Ghosts & Muses

Geneva

A dedication to someone I lost to Alzheimer’s in 2009.

 

Remembering Her for Her


I think people are like memories-and memories are like people. Like memories, the people we come to know exist in front of us and become fragments of the parts they give, sometimes without realizing it. If you're lucky, the good ones stay the longest and you can rewind the film you make in your head of their face without wearing it down. And like people, memories play out before us until, for the unlucky, the film snaps off the reel and everything we knew fades into unfamiliarity, even the sound of our names.


It hurts that l was too young to remember one of the babysitters I had when I was little. Geneva had a calm, quiet presence even before Alzheimer's moved in, taking the rest of her language, reducing her to utterances of sound, if any at all. I didn't mind it though, flipping through the red zip-up book of mine she loved so much. You could change the hands of a clock and Velcro shapes to their matching source. I'd go through each activity and she'd light up like it was new every time. And she'd smile the most when she'd point to the book and I'd say "Red", like hearing her favorite color said aloud gave her a sense of what the color meant to her even through the shell of what remained of her being. I wish I could remember her for us better and not what was left.

 

Fading Colors

 

Can the parts make up the whole?

It's funny, I can see the details of Geneva more than the whole picture, like pieces of a puzzle, but without the image they create. The fragility of her ashen, bruising skin, Mom having to tighten the beaded name bracelet I made for her. But her hair stayed mostly dark, soft to the touch. Were her eyes a light blue or grey? I'm afraid that I am forgetting, losing her in the glitching bedroom monitor the more years that go by. Now I wish I could remember what we played on the TV for her. I close my eyes and hear my mother's voice, sweet as a nightingale. I think about those weekends when she'd dance down the hallway and her laugh would reach back to Geneva's bedside where she'd be smiling with no teeth. But I'm having a hard time holding onto the colors of that house and if the lights were always on. No matter how hard you commit every detail to memory, each slips off the edge, falling away from me faster than I can catch them.

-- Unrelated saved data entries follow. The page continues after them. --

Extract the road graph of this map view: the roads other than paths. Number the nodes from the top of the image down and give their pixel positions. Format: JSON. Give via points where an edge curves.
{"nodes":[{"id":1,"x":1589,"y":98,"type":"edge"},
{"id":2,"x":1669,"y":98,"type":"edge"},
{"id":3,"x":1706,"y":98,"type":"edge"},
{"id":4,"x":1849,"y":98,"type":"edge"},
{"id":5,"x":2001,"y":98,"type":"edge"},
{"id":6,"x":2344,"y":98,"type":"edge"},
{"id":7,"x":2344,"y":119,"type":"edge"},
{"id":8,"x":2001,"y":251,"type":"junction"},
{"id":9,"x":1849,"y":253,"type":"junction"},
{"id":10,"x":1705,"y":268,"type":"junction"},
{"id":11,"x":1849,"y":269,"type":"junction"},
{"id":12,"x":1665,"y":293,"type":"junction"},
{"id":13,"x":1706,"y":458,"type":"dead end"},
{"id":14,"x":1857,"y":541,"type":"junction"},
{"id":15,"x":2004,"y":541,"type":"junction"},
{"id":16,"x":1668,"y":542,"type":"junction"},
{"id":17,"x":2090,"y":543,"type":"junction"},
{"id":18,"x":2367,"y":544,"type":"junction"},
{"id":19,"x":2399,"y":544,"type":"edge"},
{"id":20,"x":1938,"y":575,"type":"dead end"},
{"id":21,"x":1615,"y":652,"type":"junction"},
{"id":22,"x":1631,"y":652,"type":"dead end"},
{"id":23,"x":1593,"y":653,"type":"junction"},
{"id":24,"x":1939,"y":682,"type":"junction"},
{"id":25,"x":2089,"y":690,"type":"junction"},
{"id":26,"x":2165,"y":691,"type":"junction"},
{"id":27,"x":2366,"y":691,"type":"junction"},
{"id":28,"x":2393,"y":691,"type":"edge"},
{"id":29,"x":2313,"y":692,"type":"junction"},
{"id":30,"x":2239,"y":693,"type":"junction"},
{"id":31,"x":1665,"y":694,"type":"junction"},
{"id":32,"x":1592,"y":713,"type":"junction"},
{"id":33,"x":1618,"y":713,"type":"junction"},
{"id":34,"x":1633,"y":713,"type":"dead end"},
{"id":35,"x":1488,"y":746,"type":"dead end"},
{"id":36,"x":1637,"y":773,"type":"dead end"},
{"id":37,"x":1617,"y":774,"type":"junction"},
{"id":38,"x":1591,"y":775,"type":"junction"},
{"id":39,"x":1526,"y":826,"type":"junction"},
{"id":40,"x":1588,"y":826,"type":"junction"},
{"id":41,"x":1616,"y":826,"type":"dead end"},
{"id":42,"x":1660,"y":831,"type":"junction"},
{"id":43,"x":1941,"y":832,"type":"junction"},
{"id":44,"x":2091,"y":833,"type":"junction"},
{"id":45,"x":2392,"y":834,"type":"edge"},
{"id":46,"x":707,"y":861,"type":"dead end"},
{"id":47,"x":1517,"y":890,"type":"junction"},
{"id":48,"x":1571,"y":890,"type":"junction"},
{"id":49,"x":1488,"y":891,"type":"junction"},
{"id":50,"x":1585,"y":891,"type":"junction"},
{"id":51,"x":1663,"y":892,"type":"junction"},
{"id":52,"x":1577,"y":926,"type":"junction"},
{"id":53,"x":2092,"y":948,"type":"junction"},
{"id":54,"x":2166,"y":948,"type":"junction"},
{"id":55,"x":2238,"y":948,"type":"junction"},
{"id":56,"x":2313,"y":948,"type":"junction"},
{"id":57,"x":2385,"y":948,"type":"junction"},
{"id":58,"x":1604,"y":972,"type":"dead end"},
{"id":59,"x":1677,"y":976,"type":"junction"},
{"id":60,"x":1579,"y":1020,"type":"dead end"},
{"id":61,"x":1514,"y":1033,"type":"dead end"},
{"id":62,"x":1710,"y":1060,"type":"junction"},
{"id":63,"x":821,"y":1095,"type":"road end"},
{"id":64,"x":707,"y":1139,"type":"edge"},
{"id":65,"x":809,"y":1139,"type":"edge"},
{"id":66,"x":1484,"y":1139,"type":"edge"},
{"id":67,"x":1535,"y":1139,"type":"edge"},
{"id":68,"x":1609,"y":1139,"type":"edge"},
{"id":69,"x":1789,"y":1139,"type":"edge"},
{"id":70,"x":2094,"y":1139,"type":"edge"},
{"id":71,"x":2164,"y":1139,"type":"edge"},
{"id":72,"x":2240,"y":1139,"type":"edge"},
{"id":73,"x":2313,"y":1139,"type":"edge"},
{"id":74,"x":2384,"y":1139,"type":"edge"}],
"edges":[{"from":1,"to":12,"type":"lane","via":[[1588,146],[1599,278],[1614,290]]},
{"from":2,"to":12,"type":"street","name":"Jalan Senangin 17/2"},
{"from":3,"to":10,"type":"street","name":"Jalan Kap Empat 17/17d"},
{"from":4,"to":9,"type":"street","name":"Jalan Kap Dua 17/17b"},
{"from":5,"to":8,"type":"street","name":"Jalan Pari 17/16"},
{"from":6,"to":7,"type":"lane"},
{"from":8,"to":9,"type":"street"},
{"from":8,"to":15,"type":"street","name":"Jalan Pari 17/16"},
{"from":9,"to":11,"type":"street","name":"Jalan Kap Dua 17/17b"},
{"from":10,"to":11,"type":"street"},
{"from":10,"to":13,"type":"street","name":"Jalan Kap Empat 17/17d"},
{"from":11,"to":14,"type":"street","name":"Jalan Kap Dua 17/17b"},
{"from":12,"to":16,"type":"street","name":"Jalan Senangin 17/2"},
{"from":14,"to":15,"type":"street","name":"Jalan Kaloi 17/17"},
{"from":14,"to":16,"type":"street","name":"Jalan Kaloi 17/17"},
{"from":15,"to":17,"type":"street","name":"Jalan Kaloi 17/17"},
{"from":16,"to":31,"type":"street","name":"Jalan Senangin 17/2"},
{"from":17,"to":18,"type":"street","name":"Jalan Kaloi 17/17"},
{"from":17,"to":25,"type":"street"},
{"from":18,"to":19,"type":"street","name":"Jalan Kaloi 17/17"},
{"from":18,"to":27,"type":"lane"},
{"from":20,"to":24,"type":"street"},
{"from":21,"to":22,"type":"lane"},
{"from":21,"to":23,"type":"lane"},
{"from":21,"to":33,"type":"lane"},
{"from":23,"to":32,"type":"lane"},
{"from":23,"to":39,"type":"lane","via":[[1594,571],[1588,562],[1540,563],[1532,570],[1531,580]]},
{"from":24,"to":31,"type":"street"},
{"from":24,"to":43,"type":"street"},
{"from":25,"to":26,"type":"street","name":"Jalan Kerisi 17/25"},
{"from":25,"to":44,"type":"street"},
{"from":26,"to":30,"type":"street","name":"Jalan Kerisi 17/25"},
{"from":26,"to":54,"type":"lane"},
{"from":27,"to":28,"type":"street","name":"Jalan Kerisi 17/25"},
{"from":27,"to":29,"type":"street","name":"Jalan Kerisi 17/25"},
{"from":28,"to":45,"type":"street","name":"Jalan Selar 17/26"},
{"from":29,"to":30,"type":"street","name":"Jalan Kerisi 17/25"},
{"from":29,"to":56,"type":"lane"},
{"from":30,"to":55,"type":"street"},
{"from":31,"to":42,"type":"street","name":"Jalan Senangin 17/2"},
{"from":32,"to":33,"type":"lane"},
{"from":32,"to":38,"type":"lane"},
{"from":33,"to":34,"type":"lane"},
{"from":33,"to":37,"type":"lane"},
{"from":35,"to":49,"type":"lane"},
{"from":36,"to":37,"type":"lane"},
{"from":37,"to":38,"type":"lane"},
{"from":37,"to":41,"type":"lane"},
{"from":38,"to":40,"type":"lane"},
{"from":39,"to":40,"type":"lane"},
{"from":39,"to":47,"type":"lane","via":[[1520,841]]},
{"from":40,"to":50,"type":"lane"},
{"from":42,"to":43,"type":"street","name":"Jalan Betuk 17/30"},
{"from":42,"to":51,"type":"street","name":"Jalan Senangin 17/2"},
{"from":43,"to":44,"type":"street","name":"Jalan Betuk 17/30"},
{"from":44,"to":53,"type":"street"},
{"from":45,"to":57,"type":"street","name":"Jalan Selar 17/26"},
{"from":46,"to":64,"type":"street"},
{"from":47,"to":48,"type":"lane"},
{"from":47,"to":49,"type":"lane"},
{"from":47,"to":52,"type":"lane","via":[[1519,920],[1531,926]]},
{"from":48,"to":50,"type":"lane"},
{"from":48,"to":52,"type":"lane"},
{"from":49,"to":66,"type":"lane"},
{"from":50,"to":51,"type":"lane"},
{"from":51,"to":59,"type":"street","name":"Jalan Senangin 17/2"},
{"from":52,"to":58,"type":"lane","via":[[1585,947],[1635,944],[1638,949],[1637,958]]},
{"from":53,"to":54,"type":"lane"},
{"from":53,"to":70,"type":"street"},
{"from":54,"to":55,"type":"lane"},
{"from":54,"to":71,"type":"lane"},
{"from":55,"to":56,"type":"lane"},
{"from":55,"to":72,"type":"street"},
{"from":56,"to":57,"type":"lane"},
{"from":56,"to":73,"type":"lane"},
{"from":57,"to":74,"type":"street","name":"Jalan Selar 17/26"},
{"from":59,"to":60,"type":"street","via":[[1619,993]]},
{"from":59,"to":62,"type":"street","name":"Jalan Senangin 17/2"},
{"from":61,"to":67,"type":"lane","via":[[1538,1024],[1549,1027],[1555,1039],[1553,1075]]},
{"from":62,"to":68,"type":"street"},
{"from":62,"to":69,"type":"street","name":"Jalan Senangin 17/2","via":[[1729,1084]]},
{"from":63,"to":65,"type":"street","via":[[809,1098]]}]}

But it's when I recall her existence, feverishly digging through every hard drive over and over to find this picture of us where I'm smiling beside her with my big hair, pubescent face with braces. I've obsessed over finding her again because she mattered. And it's right in front of me and I can't grab it like I want to-and it makes me wonder if this is what the beginnings of losing yourself feels like. And if I can make Geneva into art, imagine what she'd think about, what hurt to not have in her head anymore, then I can bridge the divide between all that Alzheimer's took away from her. I'll never know what she clawed to keep, begged to stay so she'd not be alone. I wish everyone could remember their life in vivid colors, patterns, and textures. They could live in a box that's locked, safe from ever departing, and there when you need to remind yourself what this life has been all about.